> Task item: Your task is to restate every entry below word for word and omit the images.

==*==

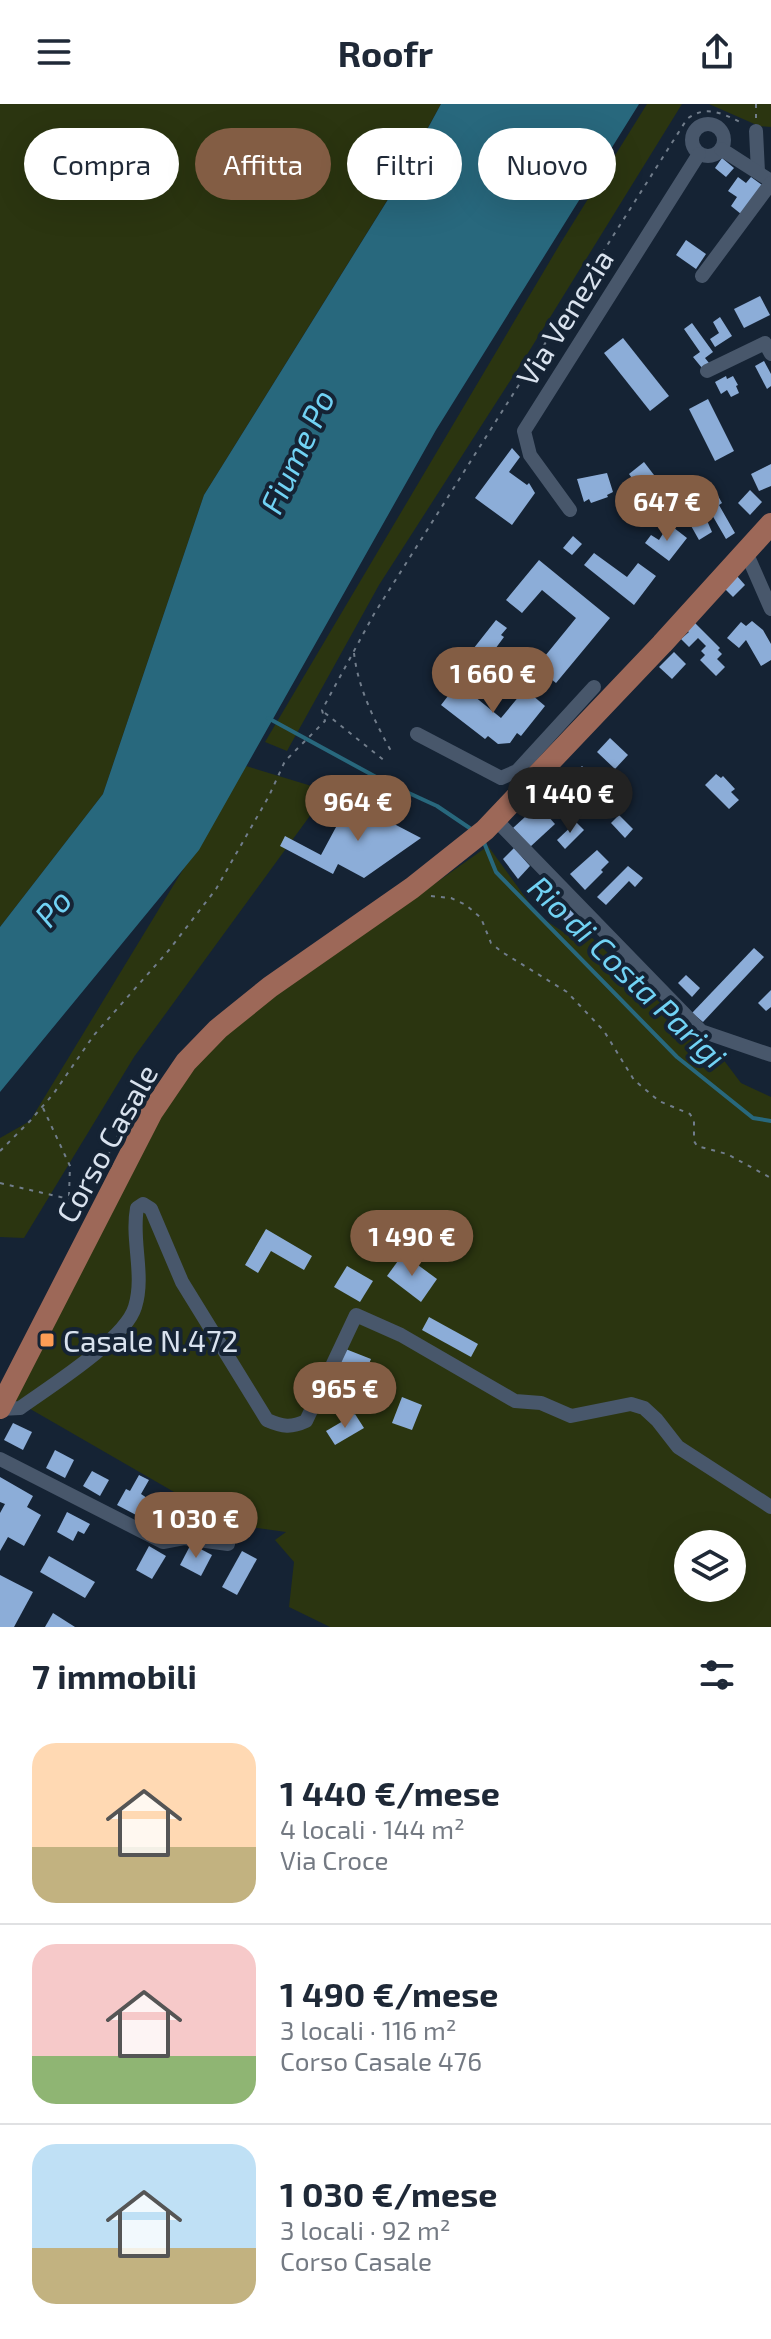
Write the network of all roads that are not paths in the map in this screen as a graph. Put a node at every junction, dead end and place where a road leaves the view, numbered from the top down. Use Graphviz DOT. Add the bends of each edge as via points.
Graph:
graph roads {
  1 [pos="756,131"];
  2 [pos="721,149"];
  3 [pos="699,154"];
  4 [pos="767,177"];
  5 [pos="702,276"];
  6 [pos="771,354"];
  7 [pos="707,371"];
  8 [pos="570,510"];
  9 [pos="771,524"];
  10 [pos="746,552"];
  11 [pos="771,609"];
  12 [pos="594,687"];
  13 [pos="571,726"];
  14 [pos="417,734"];
  15 [pos="486,830"];
  16 [pos="771,1055"];
  17 [pos="0,1409"];
  18 [pos="0,1459"];
  19 [pos="771,1507"];
  20 [pos="228,1544"];
  1 -- 4 [label="street"];
  2 -- 3 [label="street" via="715,155"];
  2 -- 3 [label="street" via="718,127 700,126 692,135"];
  2 -- 4 [label="street"];
  3 -- 8 [label="street, Via Venezia" via="524,431 530,455"];
  4 -- 5 [label="street"];
  6 -- 7 [label="street" via="765,343"];
  9 -- 10 [label="main road, Corso Casale"];
  10 -- 11 [label="street"];
  10 -- 13 [label="main road, Corso Casale"];
  12 -- 13 [label="street"];
  13 -- 14 [label="street" via="501,778"];
  13 -- 15 [label="main road, Corso Casale"];
  15 -- 16 [label="street" via="701,1031"];
  15 -- 17 [label="main road, Corso Casale" via="270,987 186,1062 152,1112"];
  17 -- 19 [label="street" via="20,1408 122,1331 135,1307 135,1218 143,1204 151,1209 182,1282 267,1420 284,1427 306,1421 356,1315 515,1401 541,1403 571,1416 631,1404 644,1408 678,1447"];
  18 -- 20 [label="street" via="163,1542 184,1538"];
}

==*==

> Reply:
Write the network of all roads that are not paths in the map in this screen as a graph. Put a node at every junction, dead end and place where a road leaves the view, numbered from the top down. Use Graphviz DOT. Add the bends of each edge as via points.
Graph:
graph roads {
  1 [pos="756,131"];
  2 [pos="721,149"];
  3 [pos="699,154"];
  4 [pos="767,177"];
  5 [pos="702,276"];
  6 [pos="771,354"];
  7 [pos="707,371"];
  8 [pos="570,510"];
  9 [pos="771,524"];
  10 [pos="746,552"];
  11 [pos="771,609"];
  12 [pos="594,687"];
  13 [pos="571,726"];
  14 [pos="417,734"];
  15 [pos="486,830"];
  16 [pos="771,1055"];
  17 [pos="0,1409"];
  18 [pos="0,1459"];
  19 [pos="771,1507"];
  20 [pos="228,1544"];
  1 -- 4 [label="street"];
  2 -- 3 [label="street" via="715,155"];
  2 -- 3 [label="street" via="718,127 700,126 692,135"];
  2 -- 4 [label="street"];
  3 -- 8 [label="street, Via Venezia" via="524,431 530,455"];
  4 -- 5 [label="street"];
  6 -- 7 [label="street" via="765,343"];
  9 -- 10 [label="main road, Corso Casale"];
  10 -- 11 [label="street"];
  10 -- 13 [label="main road, Corso Casale"];
  12 -- 13 [label="street"];
  13 -- 14 [label="street" via="501,778"];
  13 -- 15 [label="main road, Corso Casale"];
  15 -- 16 [label="street" via="701,1031"];
  15 -- 17 [label="main road, Corso Casale" via="270,987 186,1062 152,1112"];
  17 -- 19 [label="street" via="20,1408 122,1331 135,1307 135,1218 143,1204 151,1209 182,1282 267,1420 284,1427 306,1421 356,1315 515,1401 541,1403 571,1416 631,1404 644,1408 678,1447"];
  18 -- 20 [label="street" via="163,1542 184,1538"];
}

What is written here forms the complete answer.